Fin dalla prima snasata avevamo intuito che su questo whisky si sarebbe infranta l’unità d’intenti del nostro improvvisato pentapartito degustante. A un paio è proprio piaciuto, con quel suo profilo senza compromessi che strizza l’occhio ai cultori delle “puzzette” e dei whisky storti-ma-interessanti. Altri invece questo naso estremamente sulfureo – unito a un palato assai dolce e poco coerente – non è piaciuto. Uno di noi ha beccato la distilleria, famosa per lo stile sporco e particolare. La media delle nostre posizioni politiche a riguardo, che vanno da Leu a Fratelli d’Italia, sarà un democristiano 83/100.

MACKMYRA THORVALDSSON (2018, OB, 50.4%)

Concludiamo andando sulla luna (e in Svezia) con una delle folli creazioni di Mackmyra, distilleria che in questi anni ha più volte spostato l’asticella dell’innovazione nella categoria “whisky dal mondo”. Questo imbottigliamento, omaggio al famoso vichingo Erik Thorvaldsson, parrebbe essere frutto dell’invecchiamento di whisky pesantemente torbato in botti di rovere svedese che avevano già contenuto whisky torbato. E il tutto per produrne solo 48 bottiglie. Se non è innovazione questa, ragazzi…

183135-bigN. subito c’è chi butta lì un Caol Ila, e non sa quanto poco ci ha azzeccato. Mirto o ginepro. Pesce, acciughe. Torba bruciata, cetriolini del McDonald, marino, speck/pelle di salame muffa, camomilla zuccherata. Vaniglia, legno giovane. Grafite e grasso di officina. Polvere, limatura di ferro. Carta bruciata.

P. stranissimo, carbonella e carta bruciata, forse un vatting di whisky di Islay non dichiarato? Borotalco e catrame, plastica bruciata. Al palato sembra più Laphroaig. Banana verde affumicata. Balsamicità/medicinalità tipo resina. Toffee e caramella mou. Si sfarina un po’. Bottiglia aperta da molto?

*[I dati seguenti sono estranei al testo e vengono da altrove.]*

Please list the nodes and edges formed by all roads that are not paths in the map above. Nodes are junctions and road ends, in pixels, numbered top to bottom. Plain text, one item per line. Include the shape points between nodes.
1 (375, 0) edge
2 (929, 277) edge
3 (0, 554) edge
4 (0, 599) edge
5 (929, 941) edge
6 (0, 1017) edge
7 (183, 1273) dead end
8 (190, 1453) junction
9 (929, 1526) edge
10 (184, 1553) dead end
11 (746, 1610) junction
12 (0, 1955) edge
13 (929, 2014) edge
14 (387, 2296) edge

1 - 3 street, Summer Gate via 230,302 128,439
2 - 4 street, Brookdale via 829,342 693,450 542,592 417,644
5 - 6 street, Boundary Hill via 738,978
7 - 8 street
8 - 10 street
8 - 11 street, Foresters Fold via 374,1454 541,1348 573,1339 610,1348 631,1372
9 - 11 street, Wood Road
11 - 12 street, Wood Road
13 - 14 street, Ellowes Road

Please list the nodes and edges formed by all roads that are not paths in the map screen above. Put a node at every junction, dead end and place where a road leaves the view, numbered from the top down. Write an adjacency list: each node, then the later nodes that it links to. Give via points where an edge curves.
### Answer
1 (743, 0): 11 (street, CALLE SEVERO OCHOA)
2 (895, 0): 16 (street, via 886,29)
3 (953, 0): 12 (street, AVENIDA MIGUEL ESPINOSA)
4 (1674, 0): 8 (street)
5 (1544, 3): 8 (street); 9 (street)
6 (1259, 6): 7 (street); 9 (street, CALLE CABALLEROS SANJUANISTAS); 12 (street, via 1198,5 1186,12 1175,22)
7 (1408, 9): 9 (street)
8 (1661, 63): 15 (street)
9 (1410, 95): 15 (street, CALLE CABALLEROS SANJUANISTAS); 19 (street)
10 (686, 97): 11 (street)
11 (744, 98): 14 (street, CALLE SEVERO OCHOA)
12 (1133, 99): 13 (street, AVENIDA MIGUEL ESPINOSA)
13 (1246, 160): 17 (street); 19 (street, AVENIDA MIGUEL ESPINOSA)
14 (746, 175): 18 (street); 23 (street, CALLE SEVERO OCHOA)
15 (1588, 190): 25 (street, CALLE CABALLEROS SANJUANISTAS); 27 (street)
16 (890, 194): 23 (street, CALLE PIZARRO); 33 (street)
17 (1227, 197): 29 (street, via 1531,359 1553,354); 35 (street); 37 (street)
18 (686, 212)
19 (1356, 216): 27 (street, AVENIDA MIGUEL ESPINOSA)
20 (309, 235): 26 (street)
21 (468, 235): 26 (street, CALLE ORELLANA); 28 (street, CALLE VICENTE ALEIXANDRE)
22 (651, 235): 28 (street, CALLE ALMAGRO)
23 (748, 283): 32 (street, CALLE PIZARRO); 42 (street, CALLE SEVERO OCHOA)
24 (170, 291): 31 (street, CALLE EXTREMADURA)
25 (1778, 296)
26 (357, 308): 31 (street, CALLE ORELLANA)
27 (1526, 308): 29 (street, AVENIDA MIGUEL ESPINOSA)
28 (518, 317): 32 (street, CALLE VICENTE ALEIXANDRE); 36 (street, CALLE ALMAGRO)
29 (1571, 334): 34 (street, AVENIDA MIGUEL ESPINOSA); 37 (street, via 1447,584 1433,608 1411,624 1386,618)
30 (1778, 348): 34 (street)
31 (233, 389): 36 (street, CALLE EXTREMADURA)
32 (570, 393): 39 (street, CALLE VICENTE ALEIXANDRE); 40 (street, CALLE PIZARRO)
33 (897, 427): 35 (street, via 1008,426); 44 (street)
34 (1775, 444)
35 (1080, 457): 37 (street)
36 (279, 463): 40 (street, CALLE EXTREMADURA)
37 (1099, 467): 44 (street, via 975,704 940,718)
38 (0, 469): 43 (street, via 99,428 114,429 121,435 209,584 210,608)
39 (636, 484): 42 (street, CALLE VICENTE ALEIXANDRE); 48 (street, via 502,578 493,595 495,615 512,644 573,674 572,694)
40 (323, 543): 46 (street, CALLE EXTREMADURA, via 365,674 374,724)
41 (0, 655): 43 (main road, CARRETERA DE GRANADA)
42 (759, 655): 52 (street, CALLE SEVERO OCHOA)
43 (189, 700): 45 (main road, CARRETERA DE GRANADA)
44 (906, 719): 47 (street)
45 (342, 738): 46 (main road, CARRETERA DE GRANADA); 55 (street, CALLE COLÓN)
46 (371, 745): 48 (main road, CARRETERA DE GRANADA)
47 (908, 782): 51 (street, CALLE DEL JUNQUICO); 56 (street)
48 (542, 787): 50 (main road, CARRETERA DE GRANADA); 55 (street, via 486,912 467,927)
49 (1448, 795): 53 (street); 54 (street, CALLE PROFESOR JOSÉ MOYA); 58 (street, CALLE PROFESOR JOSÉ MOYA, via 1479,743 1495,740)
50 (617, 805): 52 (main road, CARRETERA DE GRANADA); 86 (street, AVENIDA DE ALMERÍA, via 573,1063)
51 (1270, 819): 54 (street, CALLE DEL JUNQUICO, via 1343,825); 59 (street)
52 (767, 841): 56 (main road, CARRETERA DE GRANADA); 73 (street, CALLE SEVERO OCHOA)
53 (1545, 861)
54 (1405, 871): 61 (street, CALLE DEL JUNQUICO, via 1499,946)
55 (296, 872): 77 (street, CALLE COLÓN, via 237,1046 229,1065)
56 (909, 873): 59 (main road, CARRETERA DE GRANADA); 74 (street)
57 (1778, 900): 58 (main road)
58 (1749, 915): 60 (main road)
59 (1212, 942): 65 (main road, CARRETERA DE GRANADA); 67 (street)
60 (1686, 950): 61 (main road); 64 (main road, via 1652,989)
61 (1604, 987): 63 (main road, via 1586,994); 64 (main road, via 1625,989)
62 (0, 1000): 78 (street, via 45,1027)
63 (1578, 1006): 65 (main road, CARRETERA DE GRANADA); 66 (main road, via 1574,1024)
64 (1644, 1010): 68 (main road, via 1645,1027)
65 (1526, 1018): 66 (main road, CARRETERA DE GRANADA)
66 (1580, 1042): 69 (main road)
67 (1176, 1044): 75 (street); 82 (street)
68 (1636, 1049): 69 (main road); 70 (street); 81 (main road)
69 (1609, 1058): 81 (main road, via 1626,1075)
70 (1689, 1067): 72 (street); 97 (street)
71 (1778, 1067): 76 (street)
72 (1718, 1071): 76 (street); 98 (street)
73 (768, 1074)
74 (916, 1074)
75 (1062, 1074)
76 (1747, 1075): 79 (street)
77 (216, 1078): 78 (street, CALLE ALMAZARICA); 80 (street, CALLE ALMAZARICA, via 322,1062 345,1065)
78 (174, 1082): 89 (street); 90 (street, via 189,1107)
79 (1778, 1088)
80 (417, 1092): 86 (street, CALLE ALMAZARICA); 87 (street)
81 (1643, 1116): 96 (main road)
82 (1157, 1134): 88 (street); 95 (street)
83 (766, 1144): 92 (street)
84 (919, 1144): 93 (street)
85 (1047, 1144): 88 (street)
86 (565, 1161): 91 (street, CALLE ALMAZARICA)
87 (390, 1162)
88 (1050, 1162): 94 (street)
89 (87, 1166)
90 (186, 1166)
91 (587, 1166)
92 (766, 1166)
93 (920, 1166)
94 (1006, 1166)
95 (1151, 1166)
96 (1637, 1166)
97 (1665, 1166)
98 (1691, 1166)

F. molto bruciato, grande dolcezza, sticky tofffee pudding bruciacchiato. non infinito.

L’indecifrabilità di questo Mackmyra pazzerello e le nostre incaute supposizioni sono l’ennesima dimostrazione che bere distillati, cercando pure di capirci qualcosa, è impresa ardua e che bisogna sempre essere pronti a prendere schiaffoni e ricominciare con la stessa ingenua curiosità che ci spinse nell’oramai sepolto 2011 ad aprire questo blog. Ah tutti aspersi di cenere ed umiltà come siamo, quasi dimenticavamo il solito arrogante atto della votazione: 82/100.